The question many on the left are asking as they witness the Obama administration flail in response to HealthCare.gov’s debut disaster is: How could this happen? Obama is so brilliant, so capable and so wise. How could he bungle his signature initiative?
He isn’t, but even if he were, it wouldn’t make a particle of difference. One of the central delusions of progressives is that government is efficient and effective and that complex human societies are amenable to centralized control and direction.
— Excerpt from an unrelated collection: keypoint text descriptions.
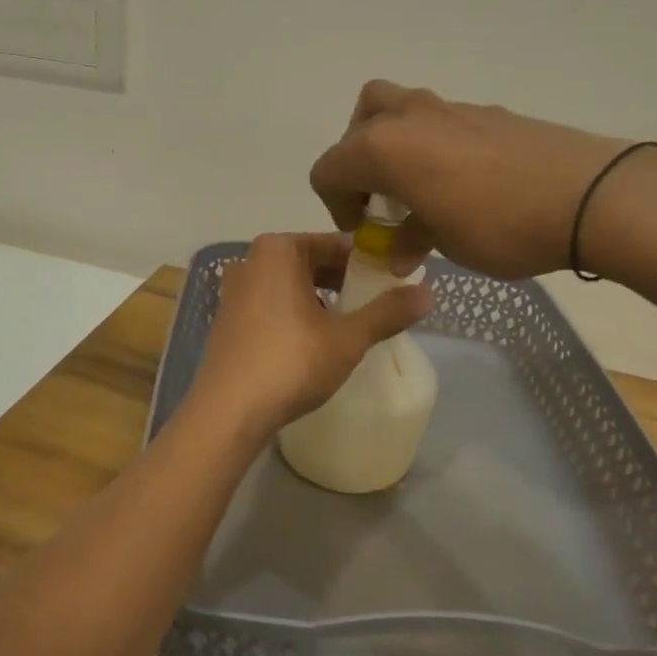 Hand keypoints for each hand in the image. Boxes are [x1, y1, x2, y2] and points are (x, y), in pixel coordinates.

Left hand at [190, 233, 431, 434]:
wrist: (228, 411)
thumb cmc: (290, 362)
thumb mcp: (347, 338)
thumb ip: (387, 312)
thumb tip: (428, 293)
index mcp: (278, 250)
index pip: (336, 244)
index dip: (368, 263)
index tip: (393, 282)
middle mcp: (251, 261)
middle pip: (311, 263)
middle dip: (344, 281)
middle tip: (378, 305)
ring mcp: (234, 291)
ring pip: (291, 286)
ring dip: (320, 300)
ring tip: (350, 325)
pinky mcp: (227, 320)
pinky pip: (271, 305)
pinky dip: (295, 315)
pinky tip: (313, 342)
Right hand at [310, 80, 656, 278]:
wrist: (589, 196)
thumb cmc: (500, 225)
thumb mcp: (445, 243)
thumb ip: (410, 239)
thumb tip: (398, 250)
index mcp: (384, 146)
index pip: (329, 168)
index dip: (336, 204)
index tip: (364, 231)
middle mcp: (409, 117)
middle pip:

We on the right presume government ineptitude. The Washington Post reports today, for example, that the federal employee retirement system paid more than $400 million in benefits over the past few years to deceased retirees. On the same page, we learn that despite the U.S. government’s $7 billion investment in combatting heroin cultivation in Afghanistan, the trade is booming. Last week, the Brookings Institution published a study suggesting that Cash for Clunkers was a failure, costing taxpayers $1.4 million for each of the 3,676 jobs created.
This is normal. There are common sense reasons for it — explanations available to most students of Econ 101. Those spending other people’s money have very little incentive to economize or seek top value. Nor can central bureaucrats possibly have enough information to make wise decisions about something as complex as one-sixth of a $16 trillion economy. As Friedich A. Hayek cautioned: “The curious task of economics is to demonstrate to men how little they really know about what they imagine they can design.”
Discovering that government lacks competence in many areas is what caused a critical group of liberal intellectuals to become the “neo-conservatives” in the 1970s and 1980s. Irving Kristol, Daniel Patrick Moynihan, Norman Podhoretz, Michael Novak and others were not moved only by anti-Communism. They were first chastened by studying the failures of Lyndon Johnson’s Great Society.